> **TASK INSTRUCTIONS**: Show each line of the data below that has the string "header" in it.

[Stored items]
+++++
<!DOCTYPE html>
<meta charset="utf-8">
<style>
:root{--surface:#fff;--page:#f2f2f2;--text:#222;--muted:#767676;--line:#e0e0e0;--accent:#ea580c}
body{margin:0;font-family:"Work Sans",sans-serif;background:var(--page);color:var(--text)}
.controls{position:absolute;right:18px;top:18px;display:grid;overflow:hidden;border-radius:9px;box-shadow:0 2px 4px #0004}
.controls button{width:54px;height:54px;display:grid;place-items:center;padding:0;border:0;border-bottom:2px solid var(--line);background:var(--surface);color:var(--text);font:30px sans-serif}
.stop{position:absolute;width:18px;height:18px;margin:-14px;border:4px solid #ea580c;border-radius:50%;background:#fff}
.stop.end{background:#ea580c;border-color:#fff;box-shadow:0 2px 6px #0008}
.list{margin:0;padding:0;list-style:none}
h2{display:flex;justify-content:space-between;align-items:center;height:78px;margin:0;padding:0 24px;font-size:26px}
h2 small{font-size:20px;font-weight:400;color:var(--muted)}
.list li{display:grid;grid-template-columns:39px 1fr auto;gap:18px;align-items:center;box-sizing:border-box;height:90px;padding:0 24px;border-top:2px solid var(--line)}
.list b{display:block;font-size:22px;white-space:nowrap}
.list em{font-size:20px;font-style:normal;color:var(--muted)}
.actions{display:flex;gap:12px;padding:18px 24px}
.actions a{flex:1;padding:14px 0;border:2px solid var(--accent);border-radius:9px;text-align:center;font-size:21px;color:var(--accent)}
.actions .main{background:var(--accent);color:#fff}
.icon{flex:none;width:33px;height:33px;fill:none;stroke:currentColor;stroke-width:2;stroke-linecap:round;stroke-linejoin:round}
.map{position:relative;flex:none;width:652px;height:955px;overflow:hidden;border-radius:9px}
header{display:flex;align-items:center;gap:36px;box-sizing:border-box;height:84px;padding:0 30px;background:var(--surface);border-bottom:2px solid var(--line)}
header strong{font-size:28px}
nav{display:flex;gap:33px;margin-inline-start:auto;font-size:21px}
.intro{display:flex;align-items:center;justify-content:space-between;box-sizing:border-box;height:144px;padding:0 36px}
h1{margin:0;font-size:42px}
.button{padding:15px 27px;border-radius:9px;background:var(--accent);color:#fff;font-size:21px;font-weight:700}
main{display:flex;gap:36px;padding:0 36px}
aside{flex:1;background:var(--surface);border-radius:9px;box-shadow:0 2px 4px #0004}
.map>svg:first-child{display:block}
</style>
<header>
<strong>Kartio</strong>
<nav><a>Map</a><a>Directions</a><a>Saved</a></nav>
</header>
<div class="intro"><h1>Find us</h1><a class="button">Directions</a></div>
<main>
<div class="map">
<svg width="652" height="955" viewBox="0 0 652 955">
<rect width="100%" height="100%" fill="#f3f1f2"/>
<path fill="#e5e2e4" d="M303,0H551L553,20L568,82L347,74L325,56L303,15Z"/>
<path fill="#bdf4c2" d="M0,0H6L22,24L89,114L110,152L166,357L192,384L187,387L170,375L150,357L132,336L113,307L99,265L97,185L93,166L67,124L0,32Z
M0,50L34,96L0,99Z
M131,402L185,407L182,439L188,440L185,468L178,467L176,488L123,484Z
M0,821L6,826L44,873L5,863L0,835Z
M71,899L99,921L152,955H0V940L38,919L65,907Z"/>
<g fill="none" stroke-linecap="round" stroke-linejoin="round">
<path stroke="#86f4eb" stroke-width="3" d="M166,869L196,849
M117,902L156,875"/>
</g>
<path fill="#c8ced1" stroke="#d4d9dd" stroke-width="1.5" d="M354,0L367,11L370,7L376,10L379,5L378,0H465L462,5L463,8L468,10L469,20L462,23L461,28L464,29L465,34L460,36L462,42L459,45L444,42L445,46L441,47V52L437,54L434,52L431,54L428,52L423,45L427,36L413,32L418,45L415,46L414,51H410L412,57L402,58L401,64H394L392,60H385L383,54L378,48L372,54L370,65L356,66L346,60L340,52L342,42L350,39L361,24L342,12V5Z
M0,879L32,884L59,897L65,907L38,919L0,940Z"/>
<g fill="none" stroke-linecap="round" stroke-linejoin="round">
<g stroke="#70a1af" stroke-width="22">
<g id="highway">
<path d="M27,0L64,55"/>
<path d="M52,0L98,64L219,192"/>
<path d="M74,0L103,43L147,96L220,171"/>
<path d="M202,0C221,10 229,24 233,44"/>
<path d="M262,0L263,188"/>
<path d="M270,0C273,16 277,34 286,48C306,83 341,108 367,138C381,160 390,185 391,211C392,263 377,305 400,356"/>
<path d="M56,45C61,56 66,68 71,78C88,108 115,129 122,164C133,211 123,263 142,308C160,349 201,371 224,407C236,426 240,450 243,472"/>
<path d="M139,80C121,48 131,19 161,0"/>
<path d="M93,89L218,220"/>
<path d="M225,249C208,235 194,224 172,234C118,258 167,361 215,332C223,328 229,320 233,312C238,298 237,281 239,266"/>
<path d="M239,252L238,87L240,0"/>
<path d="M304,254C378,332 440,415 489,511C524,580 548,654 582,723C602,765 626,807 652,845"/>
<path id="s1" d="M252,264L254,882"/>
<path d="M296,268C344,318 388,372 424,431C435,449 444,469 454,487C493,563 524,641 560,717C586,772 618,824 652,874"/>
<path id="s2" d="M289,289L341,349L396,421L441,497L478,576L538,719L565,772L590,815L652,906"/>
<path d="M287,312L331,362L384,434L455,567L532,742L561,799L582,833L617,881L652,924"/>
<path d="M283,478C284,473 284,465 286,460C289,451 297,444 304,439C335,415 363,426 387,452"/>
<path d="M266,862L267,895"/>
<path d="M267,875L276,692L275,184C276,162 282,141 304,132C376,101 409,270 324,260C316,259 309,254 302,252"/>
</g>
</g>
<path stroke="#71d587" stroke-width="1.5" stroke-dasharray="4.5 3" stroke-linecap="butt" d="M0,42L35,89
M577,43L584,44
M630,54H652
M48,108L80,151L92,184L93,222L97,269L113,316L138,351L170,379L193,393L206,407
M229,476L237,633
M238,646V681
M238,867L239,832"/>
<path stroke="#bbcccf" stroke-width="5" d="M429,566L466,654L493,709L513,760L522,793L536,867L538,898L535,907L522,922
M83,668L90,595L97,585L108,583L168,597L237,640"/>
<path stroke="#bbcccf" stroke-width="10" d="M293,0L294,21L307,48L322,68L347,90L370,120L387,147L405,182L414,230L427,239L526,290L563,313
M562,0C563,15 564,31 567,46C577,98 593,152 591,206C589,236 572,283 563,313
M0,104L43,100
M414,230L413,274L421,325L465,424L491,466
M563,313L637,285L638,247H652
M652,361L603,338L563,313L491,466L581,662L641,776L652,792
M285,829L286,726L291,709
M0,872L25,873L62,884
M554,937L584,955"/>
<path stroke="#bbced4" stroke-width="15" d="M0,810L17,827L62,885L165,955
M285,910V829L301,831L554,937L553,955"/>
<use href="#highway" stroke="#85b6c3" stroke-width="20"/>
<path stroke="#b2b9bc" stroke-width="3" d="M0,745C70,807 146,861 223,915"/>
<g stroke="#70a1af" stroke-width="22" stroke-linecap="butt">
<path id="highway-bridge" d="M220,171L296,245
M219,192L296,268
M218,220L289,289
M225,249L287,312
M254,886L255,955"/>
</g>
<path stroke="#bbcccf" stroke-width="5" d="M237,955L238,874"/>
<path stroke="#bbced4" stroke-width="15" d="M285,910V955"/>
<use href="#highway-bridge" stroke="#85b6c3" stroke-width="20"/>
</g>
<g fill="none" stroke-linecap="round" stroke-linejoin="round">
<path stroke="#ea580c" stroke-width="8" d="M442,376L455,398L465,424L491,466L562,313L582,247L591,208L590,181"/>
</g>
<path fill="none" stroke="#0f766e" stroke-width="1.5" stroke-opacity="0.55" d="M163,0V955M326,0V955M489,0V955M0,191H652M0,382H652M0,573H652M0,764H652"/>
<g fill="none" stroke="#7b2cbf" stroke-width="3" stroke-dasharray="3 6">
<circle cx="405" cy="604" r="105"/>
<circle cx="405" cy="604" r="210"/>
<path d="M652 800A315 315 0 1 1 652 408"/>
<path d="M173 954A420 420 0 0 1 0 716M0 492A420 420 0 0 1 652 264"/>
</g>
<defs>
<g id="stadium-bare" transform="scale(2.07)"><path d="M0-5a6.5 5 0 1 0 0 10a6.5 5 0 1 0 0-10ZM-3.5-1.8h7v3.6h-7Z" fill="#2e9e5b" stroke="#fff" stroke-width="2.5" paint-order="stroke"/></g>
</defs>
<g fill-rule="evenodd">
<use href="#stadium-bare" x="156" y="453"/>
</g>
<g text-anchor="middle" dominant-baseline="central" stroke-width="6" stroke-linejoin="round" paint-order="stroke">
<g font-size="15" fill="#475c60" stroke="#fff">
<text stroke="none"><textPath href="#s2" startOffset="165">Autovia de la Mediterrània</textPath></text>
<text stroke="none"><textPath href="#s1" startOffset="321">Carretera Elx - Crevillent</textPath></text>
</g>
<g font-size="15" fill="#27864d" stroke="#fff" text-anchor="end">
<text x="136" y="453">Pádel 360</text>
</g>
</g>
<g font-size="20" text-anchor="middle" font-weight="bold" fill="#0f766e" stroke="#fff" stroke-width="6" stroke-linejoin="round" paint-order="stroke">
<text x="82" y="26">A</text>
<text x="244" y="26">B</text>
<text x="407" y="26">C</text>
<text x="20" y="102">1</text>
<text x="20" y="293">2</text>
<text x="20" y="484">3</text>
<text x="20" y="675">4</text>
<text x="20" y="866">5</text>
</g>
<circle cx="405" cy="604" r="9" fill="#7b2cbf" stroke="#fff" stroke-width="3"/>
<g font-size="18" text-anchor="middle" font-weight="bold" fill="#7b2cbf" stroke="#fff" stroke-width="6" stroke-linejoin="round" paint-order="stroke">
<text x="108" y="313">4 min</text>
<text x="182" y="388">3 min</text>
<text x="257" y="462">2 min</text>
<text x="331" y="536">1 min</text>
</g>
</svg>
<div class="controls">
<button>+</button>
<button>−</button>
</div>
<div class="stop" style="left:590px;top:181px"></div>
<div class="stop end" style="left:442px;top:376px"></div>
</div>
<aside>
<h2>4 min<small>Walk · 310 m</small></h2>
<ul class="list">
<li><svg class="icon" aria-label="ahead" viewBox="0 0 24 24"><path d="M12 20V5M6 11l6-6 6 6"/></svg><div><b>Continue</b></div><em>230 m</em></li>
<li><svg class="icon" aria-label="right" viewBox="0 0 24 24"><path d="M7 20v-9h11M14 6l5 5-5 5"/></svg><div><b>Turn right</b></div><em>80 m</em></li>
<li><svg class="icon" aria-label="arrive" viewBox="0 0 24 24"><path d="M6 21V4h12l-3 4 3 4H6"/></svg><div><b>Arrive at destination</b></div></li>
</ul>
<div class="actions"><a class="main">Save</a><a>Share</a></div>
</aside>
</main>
+++++
> **RESPONSE**:
header{display:flex;align-items:center;gap:36px;box-sizing:border-box;height:84px;padding:0 30px;background:var(--surface);border-bottom:2px solid var(--line)}
header strong{font-size:28px}
<header>
</header>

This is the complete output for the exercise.